Título: Medicina preventiva - exercícios
Autor: Sergio Abramoff
Fonte: Jornal do Brasil, 05/03/2005, Outras Opiniões, p. A11

Outra dificuldade é que os planos de saúde não investem em medicina preventiva, não pagam exames periódicos anuais, e exigem dos médicos o pedido de exames

Você aí, sentado na poltrona, nesta manhã de sábado, depois de uma semana puxada, provavelmente já deu uma suspirada só em ler o título da coluna de hoje, não? Lá vem ele de novo... mas a verdade é que faz realmente muita diferença, e uma vez mais vou me esforçar para convencer cada um de vocês, sedentários, a optarem por um futuro com melhor qualidade de vida.

Para começar, apenas 30% de nós estão engajados em exercícios regulares, ou seja, uma atividade física diária, de intensidade pelo menos moderada, por cerca de 30 minutos. Benefícios? Menor risco de hipertensão arterial, infarto do miocárdio, osteoporose, diabetes e câncer de intestino e de mama (redução de 18%). Ainda não convencidos? Controle de peso (para evitarmos aquele quilinho a mais anual após os 50), prevenção de quadros depressivos, de futuras quedas por redução da força muscular e reflexos, e preservação da memória (perda 20% menor).

Infelizmente, nossa cidade perdeu muito do charme e segurança após sucessivas e desastradas administrações. Parece que nós somos especialistas em eleger políticos mais voltados para interesses pessoais do que comunitários, e sempre em oposição ao governo federal, ou seja, na contramão de incentivos e medidas de efeito continuado. Conseqüência direta, temos cada vez menos segurança pública, menos exercícios e caminhadas ao ar livre, mais grades e carros blindados.

Outra dificuldade é que os planos de saúde não investem em medicina preventiva, não pagam exames periódicos anuais, e exigem que os médicos justifiquem a doença que motivou o pedido do exame, para que este possa ser autorizado. A revista médica Jama publicou um trabalho em 1999 que mostra uma redução anual de 4,7% nos custos de tratamento de um paciente para cada dia a mais de atividade física semanal, mas nada parece convencer as seguradoras.

Nossas crianças, desde cedo, também têm menos estímulos a se exercitarem. Vão de carro ou ônibus para a escola, e quando voltam ficam em frente ao computador, televisão ou vídeo. Adolescentes querem sair na night, com álcool liberado com a compra do ingresso, e muitas vezes maconha e outras club drugs, com perda da disposição para os esportes. Já adultos lutam pela sobrevivência, para adquirir este ou aquele bem, em uma jornada de trabalho exaustiva. Difícil achar tempo e energia para colocar o tênis e sair do zero, mais difícil ainda conseguir dar continuidade e transformar a atividade em rotina diária.
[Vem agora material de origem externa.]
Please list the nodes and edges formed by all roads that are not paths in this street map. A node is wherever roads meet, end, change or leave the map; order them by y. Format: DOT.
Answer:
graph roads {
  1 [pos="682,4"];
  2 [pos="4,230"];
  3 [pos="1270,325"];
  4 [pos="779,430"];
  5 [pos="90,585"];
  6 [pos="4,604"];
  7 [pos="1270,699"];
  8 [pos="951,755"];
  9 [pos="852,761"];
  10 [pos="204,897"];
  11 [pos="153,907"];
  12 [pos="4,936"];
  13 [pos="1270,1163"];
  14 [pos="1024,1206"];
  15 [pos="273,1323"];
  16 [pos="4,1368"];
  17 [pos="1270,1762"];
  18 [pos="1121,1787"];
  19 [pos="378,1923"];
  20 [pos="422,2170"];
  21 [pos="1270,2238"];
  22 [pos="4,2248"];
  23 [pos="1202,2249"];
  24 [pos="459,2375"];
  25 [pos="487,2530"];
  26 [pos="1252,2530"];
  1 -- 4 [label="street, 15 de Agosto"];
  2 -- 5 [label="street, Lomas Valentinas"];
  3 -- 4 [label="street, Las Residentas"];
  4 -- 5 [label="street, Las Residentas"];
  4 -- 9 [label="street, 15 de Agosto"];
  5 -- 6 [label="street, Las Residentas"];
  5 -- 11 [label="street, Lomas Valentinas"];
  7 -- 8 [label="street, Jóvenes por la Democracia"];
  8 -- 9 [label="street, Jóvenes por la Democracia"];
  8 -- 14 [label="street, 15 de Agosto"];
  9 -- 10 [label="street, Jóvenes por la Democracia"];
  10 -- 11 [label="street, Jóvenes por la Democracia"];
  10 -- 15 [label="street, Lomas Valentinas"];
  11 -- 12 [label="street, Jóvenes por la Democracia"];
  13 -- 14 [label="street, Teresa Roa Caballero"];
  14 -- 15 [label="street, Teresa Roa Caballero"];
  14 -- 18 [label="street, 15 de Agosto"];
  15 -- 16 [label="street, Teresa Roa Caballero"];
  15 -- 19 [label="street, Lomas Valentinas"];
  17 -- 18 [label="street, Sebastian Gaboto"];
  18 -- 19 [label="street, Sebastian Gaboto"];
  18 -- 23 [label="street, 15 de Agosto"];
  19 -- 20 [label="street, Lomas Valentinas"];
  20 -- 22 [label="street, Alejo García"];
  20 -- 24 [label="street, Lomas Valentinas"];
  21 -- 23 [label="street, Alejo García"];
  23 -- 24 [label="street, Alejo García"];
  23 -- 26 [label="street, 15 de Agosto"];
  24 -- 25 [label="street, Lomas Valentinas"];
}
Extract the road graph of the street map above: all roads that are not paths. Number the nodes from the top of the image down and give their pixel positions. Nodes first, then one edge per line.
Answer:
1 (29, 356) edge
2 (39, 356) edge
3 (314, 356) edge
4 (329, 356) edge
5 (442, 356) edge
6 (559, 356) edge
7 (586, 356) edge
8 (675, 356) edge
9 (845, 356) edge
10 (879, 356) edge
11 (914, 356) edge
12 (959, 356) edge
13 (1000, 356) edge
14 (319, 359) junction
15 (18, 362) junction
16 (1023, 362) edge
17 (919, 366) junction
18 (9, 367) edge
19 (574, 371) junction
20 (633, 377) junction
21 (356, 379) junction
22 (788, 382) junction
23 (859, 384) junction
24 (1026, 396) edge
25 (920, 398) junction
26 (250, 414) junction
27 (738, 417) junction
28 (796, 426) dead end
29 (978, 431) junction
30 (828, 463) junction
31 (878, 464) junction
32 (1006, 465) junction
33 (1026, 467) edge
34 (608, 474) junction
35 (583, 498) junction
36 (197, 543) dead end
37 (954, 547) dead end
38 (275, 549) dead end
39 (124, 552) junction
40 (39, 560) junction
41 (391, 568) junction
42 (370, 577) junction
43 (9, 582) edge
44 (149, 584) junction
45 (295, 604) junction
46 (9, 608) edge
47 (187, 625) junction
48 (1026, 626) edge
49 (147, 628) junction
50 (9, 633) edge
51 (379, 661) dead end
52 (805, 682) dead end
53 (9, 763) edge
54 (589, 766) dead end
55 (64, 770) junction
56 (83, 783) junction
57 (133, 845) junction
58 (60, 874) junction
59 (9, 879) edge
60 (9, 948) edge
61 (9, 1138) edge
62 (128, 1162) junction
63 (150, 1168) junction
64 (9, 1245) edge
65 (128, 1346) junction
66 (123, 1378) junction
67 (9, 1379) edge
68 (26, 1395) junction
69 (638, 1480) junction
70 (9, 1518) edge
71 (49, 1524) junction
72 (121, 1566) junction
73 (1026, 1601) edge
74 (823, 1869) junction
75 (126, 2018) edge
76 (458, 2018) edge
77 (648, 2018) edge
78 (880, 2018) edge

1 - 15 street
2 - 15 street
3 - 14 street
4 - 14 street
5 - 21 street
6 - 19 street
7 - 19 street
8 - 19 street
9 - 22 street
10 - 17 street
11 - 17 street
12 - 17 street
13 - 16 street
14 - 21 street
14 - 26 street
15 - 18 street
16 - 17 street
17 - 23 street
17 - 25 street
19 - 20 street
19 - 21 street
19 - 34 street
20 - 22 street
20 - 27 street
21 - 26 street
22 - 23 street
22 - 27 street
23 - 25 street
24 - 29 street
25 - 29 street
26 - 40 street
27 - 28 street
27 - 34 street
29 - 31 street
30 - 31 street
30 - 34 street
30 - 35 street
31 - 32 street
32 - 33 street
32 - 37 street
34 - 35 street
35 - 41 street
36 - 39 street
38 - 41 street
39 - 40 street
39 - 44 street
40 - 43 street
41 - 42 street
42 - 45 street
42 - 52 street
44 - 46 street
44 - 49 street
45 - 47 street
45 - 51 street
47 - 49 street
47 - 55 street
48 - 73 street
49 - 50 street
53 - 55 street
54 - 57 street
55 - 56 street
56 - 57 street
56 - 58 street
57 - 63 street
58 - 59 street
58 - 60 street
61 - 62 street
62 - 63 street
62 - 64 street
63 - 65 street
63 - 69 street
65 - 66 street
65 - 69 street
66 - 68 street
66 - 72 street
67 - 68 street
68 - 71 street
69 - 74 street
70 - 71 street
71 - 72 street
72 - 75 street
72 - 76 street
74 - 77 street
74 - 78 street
Precisamos variar, para evitarmos o tédio: caminhada, natação, dança de salão, tai chi, pilates, personal training. Começou a cansar, troca. Faça uma atividade no inverno, outra no verão. Procure um amigo (a) para tornar a atividade mais agradável.

Cada minuto adicional de performance no eletrocardiograma de esforço reduz a mortalidade em 8%, lembrando que a dieta e sedentarismo são responsáveis diretos por 300 mil mortes anuais nos EUA (só perdendo para o fumo). Homens magros sedentários têm um risco maior de mortalidade que homens obesos com condicionamento físico. Outro estudo publicado na prestigiada New England Journal of Medicine (1998), avaliou 707 homens aposentados não-fumantes, com idade dentre 61 e 81 anos. Os que andavam mais que 3 km/dia apresentaram uma mortalidade após 12 anos de apenas 24%, comparado a 41% daqueles que andavam menos que 1,5 km/dia.

Sou membro da Sociedade Americana de Professores de Medicina Preventiva, e procuramos trabalhar com a promoção da saúde, explicando os riscos e morbidades das doenças, e as causas de sofrimento ou morte. Para isso, é necessário uma consulta médica com tempo suficiente, e uma avaliação e combate aos fatores que possam vir a comprometer no futuro a estabilidade do paciente, acreditando que é possível motivar uma mudança de comportamento. Afinal, não fazer exercícios não dói nem paga multa, e podemos fazer de conta que não faz tanta diferença assim. Tanto faz, que se apenas uma centena de vocês resolverem fazer os 30 minutos de caminhada diária, estarei salvando dois cânceres de mama, um câncer intestino, perda significativa de memória, e dois infartos fatais. Já terá valido a pena ter escrito esta coluna, já teria valido a pena ter- me tornado médico.